Go through the entries below and print each one exactly.
+++
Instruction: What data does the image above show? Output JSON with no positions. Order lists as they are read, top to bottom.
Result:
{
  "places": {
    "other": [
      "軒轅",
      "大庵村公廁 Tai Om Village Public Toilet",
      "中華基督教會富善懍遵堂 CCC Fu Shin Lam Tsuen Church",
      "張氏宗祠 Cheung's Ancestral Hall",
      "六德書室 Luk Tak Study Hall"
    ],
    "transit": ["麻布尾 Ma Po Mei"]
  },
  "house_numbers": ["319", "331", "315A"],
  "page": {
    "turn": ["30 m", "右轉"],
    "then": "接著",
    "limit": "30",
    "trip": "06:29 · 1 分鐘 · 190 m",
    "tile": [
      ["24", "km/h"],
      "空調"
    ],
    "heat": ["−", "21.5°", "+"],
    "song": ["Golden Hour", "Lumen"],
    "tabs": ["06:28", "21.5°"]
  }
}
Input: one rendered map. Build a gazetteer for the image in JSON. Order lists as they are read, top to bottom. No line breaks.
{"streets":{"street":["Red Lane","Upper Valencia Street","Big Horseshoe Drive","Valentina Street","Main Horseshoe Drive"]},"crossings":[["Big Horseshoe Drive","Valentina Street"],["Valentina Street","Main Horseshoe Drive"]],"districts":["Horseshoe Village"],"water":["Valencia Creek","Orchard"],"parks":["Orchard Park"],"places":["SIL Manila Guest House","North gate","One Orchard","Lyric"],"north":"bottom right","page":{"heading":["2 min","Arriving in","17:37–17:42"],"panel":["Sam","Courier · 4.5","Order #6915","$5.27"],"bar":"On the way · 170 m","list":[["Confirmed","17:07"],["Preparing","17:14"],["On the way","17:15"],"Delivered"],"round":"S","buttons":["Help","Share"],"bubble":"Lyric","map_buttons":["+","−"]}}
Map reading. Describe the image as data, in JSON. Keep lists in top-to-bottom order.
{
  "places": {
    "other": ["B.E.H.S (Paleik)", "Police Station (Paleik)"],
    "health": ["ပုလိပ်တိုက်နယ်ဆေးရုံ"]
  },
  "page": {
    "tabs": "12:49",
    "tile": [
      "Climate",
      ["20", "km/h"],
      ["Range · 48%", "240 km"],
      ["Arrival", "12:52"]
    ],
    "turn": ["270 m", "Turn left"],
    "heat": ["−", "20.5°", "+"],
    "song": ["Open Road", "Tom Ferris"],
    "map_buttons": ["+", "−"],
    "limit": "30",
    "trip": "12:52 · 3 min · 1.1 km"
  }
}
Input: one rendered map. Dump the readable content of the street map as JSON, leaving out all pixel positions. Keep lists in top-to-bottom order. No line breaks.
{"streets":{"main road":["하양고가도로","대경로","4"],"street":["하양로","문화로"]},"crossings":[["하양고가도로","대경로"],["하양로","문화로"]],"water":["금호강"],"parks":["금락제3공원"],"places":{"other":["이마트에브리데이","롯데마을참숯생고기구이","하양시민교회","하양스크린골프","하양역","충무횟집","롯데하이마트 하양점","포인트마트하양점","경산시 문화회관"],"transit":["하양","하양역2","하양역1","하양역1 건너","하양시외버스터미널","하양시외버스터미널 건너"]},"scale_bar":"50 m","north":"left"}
+++
**Exercise solution**
Instruction: What data does the image above show? Output JSON with no positions. Order lists as they are read, top to bottom.
Result:
{
  "places": {
    "other": [
      "軒轅",
      "大庵村公廁 Tai Om Village Public Toilet",
      "中華基督教會富善懍遵堂 CCC Fu Shin Lam Tsuen Church",
      "張氏宗祠 Cheung's Ancestral Hall",
      "六德書室 Luk Tak Study Hall"
    ],
    "transit": ["麻布尾 Ma Po Mei"]
  },
  "house_numbers": ["319", "331", "315A"],
  "page": {
    "turn": ["30 m", "右轉"],
    "then": "接著",
    "limit": "30",
    "trip": "06:29 · 1 分鐘 · 190 m",
    "tile": [
      ["24", "km/h"],
      "空調"
    ],
    "heat": ["−", "21.5°", "+"],
    "song": ["Golden Hour", "Lumen"],
    "tabs": ["06:28", "21.5°"]
  }
}
Input: one rendered map. Build a gazetteer for the image in JSON. Order lists as they are read, top to bottom. No line breaks.
{"streets":{"street":["Red Lane","Upper Valencia Street","Big Horseshoe Drive","Valentina Street","Main Horseshoe Drive"]},"crossings":[["Big Horseshoe Drive","Valentina Street"],["Valentina Street","Main Horseshoe Drive"]],"districts":["Horseshoe Village"],"water":["Valencia Creek","Orchard"],"parks":["Orchard Park"],"places":["SIL Manila Guest House","North gate","One Orchard","Lyric"],"north":"bottom right","page":{"heading":["2 min","Arriving in","17:37–17:42"],"panel":["Sam","Courier · 4.5","Order #6915","$5.27"],"bar":"On the way · 170 m","list":[["Confirmed","17:07"],["Preparing","17:14"],["On the way","17:15"],"Delivered"],"round":"S","buttons":["Help","Share"],"bubble":"Lyric","map_buttons":["+","−"]}}
Map reading. Describe the image as data, in JSON. Keep lists in top-to-bottom order.
{
  "places": {
    "other": ["B.E.H.S (Paleik)", "Police Station (Paleik)"],
    "health": ["ပုလိပ်တိုက်နယ်ဆေးရုံ"]
  },
  "page": {
    "tabs": "12:49",
    "tile": [
      "Climate",
      ["20", "km/h"],
      ["Range · 48%", "240 km"],
      ["Arrival", "12:52"]
    ],
    "turn": ["270 m", "Turn left"],
    "heat": ["−", "20.5°", "+"],
    "song": ["Open Road", "Tom Ferris"],
    "map_buttons": ["+", "−"],
    "limit": "30",
    "trip": "12:52 · 3 min · 1.1 km"
  }
}
Input: one rendered map. Dump the readable content of the street map as JSON, leaving out all pixel positions. Keep lists in top-to-bottom order. No line breaks.
{"streets":{"main road":["하양고가도로","대경로","4"],"street":["하양로","문화로"]},"crossings":[["하양고가도로","대경로"],["하양로","문화로"]],"water":["금호강"],"parks":["금락제3공원"],"places":{"other":["이마트에브리데이","롯데마을참숯생고기구이","하양시민교회","하양스크린골프","하양역","충무횟집","롯데하이마트 하양점","포인트마트하양점","경산시 문화회관"],"transit":["하양","하양역2","하양역1","하양역1 건너","하양시외버스터미널","하양시외버스터미널 건너"]},"scale_bar":"50 m","north":"left"}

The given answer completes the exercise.